On Wednesday, Meta said it is exploring a cloud infrastructure business that would sell access to its AI models and excess computing capacity. If that strategy sounds familiar, it should.
Amazon’s most profitable business wasn’t the original plan
Before Amazon Web Services became the backbone of the internet, it was simply the infrastructure Amazon built to run its own retail business.
Amazon later realized that infrastructure could become a business in its own right. By renting out its servers to outside developers, it transformed what had been a massive operating expense into one of the most profitable businesses in corporate America.
Meta’s plan isn’t identical, because AI compute is a different business from cloud hosting. But the underlying economics are strikingly similar.

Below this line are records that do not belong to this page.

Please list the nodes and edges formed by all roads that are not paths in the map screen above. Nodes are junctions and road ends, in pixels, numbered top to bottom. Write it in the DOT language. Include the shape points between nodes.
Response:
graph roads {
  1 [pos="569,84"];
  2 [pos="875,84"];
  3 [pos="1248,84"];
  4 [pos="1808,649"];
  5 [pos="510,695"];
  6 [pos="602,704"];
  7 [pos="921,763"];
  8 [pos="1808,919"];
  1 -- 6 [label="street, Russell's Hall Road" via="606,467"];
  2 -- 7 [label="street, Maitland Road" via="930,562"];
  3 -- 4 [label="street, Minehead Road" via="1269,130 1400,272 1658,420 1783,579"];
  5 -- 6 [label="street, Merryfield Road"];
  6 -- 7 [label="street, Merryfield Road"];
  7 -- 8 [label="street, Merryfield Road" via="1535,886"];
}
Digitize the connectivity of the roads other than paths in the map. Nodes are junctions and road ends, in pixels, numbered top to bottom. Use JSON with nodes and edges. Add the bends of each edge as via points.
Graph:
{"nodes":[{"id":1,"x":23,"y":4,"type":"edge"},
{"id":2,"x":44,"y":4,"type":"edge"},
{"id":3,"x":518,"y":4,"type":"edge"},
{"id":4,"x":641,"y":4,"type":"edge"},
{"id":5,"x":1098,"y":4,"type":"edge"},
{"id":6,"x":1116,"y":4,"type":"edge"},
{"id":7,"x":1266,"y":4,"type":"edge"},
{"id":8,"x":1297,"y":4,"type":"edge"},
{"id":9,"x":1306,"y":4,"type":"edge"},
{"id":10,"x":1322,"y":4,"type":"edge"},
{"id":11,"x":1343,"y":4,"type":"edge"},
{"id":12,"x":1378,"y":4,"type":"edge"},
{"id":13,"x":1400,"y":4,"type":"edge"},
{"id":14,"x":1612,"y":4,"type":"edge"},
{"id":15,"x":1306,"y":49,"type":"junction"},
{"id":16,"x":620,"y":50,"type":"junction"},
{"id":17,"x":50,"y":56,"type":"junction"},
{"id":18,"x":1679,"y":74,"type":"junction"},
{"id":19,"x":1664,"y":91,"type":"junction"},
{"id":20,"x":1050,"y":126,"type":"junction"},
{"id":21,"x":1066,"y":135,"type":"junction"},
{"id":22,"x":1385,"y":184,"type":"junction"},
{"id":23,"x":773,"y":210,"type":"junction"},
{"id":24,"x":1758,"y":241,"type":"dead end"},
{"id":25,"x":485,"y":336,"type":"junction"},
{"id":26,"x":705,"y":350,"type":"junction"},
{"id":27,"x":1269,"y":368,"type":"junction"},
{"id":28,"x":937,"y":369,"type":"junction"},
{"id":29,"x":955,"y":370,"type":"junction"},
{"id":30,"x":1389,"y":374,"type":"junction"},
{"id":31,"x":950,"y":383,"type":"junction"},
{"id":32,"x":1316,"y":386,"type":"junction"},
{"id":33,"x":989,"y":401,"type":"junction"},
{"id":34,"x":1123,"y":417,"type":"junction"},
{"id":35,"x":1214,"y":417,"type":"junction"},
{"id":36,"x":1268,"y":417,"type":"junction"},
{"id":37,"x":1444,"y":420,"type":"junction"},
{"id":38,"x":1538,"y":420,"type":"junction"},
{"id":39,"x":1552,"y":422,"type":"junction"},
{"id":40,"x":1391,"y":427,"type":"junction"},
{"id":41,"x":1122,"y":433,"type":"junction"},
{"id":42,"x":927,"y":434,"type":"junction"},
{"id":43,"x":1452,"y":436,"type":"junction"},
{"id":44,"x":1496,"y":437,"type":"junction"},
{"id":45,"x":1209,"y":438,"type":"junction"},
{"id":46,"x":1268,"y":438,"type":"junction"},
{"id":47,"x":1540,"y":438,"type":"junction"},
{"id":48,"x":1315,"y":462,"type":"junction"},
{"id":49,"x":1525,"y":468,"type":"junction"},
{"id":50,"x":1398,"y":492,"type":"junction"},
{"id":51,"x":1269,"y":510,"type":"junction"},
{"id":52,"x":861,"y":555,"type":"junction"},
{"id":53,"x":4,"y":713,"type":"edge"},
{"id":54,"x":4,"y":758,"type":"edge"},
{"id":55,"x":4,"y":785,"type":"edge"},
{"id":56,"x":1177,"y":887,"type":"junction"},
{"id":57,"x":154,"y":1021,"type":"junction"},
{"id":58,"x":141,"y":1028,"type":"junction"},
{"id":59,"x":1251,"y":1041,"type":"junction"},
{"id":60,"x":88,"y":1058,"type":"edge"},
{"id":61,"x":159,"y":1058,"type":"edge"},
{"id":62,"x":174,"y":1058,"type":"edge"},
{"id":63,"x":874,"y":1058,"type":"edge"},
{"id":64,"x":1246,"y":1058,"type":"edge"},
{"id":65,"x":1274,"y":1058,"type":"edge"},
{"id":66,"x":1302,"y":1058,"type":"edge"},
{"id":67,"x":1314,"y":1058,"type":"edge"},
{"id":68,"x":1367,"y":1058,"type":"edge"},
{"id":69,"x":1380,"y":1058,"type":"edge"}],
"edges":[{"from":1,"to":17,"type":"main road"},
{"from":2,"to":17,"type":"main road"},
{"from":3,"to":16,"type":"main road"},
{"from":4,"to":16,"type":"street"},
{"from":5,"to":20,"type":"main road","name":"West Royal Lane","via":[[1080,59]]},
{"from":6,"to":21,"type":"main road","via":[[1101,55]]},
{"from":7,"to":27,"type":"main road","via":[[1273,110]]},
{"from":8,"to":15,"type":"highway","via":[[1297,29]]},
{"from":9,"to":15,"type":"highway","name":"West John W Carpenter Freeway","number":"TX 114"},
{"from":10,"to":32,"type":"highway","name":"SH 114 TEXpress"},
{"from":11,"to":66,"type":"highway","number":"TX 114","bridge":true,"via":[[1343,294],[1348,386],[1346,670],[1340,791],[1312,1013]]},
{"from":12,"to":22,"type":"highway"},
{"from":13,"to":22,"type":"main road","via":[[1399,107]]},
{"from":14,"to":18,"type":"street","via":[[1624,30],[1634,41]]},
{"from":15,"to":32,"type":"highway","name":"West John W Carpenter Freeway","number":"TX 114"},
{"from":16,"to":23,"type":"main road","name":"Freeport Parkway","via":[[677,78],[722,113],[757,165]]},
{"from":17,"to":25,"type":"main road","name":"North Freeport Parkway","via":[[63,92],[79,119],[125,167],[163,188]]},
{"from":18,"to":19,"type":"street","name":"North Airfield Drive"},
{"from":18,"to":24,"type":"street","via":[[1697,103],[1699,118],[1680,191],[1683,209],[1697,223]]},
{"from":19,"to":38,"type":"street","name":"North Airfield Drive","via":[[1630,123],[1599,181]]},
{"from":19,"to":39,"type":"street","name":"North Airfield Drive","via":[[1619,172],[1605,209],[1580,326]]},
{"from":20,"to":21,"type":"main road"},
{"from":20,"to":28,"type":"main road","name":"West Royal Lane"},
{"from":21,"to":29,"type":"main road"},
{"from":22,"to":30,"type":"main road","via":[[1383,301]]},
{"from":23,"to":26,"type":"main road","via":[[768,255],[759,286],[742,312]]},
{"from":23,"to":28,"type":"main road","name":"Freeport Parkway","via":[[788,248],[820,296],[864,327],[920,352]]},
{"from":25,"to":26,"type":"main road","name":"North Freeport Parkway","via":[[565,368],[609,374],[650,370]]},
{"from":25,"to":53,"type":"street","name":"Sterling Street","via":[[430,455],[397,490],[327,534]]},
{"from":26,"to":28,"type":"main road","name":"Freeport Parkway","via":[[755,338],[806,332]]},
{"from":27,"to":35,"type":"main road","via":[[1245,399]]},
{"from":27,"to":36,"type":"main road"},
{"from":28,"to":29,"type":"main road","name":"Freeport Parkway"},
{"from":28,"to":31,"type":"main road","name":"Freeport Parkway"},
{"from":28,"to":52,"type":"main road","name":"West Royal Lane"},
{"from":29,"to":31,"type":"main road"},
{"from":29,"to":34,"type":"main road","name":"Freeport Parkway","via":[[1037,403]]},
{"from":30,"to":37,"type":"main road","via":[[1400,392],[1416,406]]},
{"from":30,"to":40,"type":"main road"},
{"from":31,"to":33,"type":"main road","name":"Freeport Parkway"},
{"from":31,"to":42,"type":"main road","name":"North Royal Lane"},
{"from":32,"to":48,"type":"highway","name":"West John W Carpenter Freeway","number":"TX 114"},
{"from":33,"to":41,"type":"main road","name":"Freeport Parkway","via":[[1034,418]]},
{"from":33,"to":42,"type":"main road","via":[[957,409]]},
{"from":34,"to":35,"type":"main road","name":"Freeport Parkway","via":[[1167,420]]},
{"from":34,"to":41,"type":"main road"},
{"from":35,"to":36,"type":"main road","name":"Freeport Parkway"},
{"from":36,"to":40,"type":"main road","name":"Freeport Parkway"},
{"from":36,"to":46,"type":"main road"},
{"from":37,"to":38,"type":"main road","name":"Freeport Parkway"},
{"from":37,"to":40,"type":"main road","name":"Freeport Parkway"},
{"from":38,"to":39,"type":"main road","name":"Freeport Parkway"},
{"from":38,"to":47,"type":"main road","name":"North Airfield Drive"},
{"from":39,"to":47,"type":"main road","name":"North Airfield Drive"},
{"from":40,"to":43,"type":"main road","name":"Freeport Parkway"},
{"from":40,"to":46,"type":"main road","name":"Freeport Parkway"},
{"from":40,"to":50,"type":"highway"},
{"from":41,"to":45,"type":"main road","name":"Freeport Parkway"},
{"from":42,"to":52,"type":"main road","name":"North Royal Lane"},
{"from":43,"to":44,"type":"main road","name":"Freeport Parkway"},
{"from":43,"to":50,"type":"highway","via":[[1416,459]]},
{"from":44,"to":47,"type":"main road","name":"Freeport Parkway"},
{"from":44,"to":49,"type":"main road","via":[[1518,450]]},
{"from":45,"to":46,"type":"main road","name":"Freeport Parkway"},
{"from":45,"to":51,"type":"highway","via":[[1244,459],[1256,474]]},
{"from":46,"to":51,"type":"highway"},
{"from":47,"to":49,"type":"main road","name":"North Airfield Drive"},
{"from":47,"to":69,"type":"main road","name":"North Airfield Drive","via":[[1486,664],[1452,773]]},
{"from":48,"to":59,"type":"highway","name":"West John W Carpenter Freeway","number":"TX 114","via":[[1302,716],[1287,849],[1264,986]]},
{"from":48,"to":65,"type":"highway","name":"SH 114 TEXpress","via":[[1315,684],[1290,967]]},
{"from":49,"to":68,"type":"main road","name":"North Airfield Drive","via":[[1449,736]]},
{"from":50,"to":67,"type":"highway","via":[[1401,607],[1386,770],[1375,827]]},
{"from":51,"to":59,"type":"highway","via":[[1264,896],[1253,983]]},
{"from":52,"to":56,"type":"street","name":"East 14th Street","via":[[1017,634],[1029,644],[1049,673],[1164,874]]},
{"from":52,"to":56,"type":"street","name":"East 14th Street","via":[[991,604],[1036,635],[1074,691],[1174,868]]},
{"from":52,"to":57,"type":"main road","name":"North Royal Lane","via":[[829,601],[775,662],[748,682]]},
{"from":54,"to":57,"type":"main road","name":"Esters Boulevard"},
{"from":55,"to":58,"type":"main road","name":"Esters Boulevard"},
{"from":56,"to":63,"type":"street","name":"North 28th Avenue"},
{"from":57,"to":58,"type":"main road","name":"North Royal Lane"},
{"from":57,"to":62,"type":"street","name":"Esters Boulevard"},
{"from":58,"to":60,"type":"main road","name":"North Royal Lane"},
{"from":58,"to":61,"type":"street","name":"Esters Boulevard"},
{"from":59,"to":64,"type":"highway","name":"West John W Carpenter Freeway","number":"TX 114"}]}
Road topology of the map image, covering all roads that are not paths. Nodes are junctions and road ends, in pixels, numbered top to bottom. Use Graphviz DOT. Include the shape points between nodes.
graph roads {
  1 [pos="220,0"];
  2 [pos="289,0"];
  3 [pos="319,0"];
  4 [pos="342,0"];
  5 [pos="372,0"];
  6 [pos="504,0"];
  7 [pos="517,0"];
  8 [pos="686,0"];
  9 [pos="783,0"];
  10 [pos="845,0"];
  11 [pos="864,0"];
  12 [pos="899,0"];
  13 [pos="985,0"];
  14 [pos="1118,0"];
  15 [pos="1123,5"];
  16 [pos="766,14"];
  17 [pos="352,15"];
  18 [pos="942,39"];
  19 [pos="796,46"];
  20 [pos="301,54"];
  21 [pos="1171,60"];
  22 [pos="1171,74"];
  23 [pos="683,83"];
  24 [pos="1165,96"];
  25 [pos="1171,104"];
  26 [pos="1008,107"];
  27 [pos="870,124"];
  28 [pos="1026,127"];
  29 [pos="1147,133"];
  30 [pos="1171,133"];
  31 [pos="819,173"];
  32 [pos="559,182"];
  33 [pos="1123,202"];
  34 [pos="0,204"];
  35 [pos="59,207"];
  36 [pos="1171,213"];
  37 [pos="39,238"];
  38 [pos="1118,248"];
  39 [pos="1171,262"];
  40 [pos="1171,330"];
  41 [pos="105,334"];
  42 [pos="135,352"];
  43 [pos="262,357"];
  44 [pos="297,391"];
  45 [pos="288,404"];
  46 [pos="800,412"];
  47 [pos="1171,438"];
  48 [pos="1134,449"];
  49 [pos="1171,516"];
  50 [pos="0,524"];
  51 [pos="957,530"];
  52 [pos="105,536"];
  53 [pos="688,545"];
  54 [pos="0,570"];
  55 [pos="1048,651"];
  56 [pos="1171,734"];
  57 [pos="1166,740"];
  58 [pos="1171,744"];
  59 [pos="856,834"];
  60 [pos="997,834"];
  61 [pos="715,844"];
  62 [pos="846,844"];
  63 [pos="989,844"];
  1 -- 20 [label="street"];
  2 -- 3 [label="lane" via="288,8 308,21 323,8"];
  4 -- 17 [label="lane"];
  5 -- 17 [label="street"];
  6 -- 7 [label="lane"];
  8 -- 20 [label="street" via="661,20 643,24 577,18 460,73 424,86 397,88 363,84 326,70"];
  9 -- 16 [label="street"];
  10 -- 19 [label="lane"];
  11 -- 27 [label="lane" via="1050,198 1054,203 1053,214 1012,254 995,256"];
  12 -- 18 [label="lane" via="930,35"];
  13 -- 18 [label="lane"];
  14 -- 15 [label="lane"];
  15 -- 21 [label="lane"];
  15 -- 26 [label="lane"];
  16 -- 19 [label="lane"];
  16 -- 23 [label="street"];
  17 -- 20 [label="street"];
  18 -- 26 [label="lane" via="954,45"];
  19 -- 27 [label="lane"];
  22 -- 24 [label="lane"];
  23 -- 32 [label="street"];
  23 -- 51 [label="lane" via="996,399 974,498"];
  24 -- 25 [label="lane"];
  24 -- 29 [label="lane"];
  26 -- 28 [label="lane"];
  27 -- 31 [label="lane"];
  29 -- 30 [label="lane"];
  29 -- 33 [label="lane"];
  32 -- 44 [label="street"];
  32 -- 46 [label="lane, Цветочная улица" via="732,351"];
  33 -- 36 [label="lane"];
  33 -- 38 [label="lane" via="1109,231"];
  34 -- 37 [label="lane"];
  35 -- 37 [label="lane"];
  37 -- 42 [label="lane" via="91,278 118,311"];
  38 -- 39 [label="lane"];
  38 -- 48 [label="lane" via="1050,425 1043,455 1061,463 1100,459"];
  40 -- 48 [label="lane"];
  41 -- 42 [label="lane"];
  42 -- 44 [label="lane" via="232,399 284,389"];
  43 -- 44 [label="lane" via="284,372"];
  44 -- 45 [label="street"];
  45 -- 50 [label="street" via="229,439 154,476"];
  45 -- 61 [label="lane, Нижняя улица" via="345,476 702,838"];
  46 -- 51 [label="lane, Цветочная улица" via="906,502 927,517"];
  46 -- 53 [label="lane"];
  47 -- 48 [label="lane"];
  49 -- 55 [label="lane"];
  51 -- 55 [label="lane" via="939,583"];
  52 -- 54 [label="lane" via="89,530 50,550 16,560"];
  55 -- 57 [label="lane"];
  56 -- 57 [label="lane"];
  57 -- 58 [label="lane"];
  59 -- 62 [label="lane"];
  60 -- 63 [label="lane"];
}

Rather than treating AI infrastructure as a permanent cost of competing with OpenAI and Google, Meta is looking for ways to make that investment pay for itself.
Maybe Wall Street has been looking at Meta the wrong way
The Wednesday announcement sent Meta shares up more than 10%, reversing part of the recent selloff.
The prevailing narrative had been that Meta was spending too much with little visibility into how it would make money from it. That skepticism may be missing the bigger picture.
Morgan Stanley estimates Meta’s AI investments could add between $1 and $3 to earnings per share by fiscal 2028. The bank also projects Meta AI could generate roughly $10 billion in annual revenue if it reaches 1 billion users and monetizes just 10% of them.
Although that is no small feat, Morgan Stanley considers it achievable given Meta’s massive global user base.
📌 Bottom line: Investors have largely viewed Meta’s AI buildout as an expensive race to keep up with rivals. But if Mark Zuckerberg is following Amazon’s playbook, those data centers could become a business in their own right.
Are software bears hallucinating?
Wall Street has developed a habit of finding new reasons to hate software stocks.
First, AI was supposed to replace them. Now the fear is that AI won’t generate enough revenue to justify the industry’s enormous spending spree.
When the bear case keeps changing, it’s often a sign that the market is approaching a bottom, according to analysts at Guggenheim.
The market is pricing software for extinction
In a recent note, Guggenheim upgraded Salesforce, ServiceNow, and Check Point Software Technologies, arguing that their valuations imply a level of permanent decline that is difficult to justify.
The numbers help explain why. The three stocks were all trading between 47% and 57% below their all-time highs in June. Meanwhile, the iShares Expanded Tech-Software Sector ETF was down roughly 15% this year, even as the Nasdaq gained nearly 19%.
“Valuations imply many software companies will decline into perpetuity because of AI,” Guggenheim analyst John DiFucci wrote. “We don't believe that to be true.”
DiFucci acknowledged that AI will disrupt the industry but argued that the idea it will broadly destroy software companies is “a hallucination.”
“The task now is to identify where disruption is likely to reshape economics and where fears may be running ahead of fundamentals,” said AllianceBernstein analysts.
📌 Bottom line: Markets usually get the direction of technological change right but the timing wrong. For now, software is being indiscriminately deemed dead, which is objectively not the case.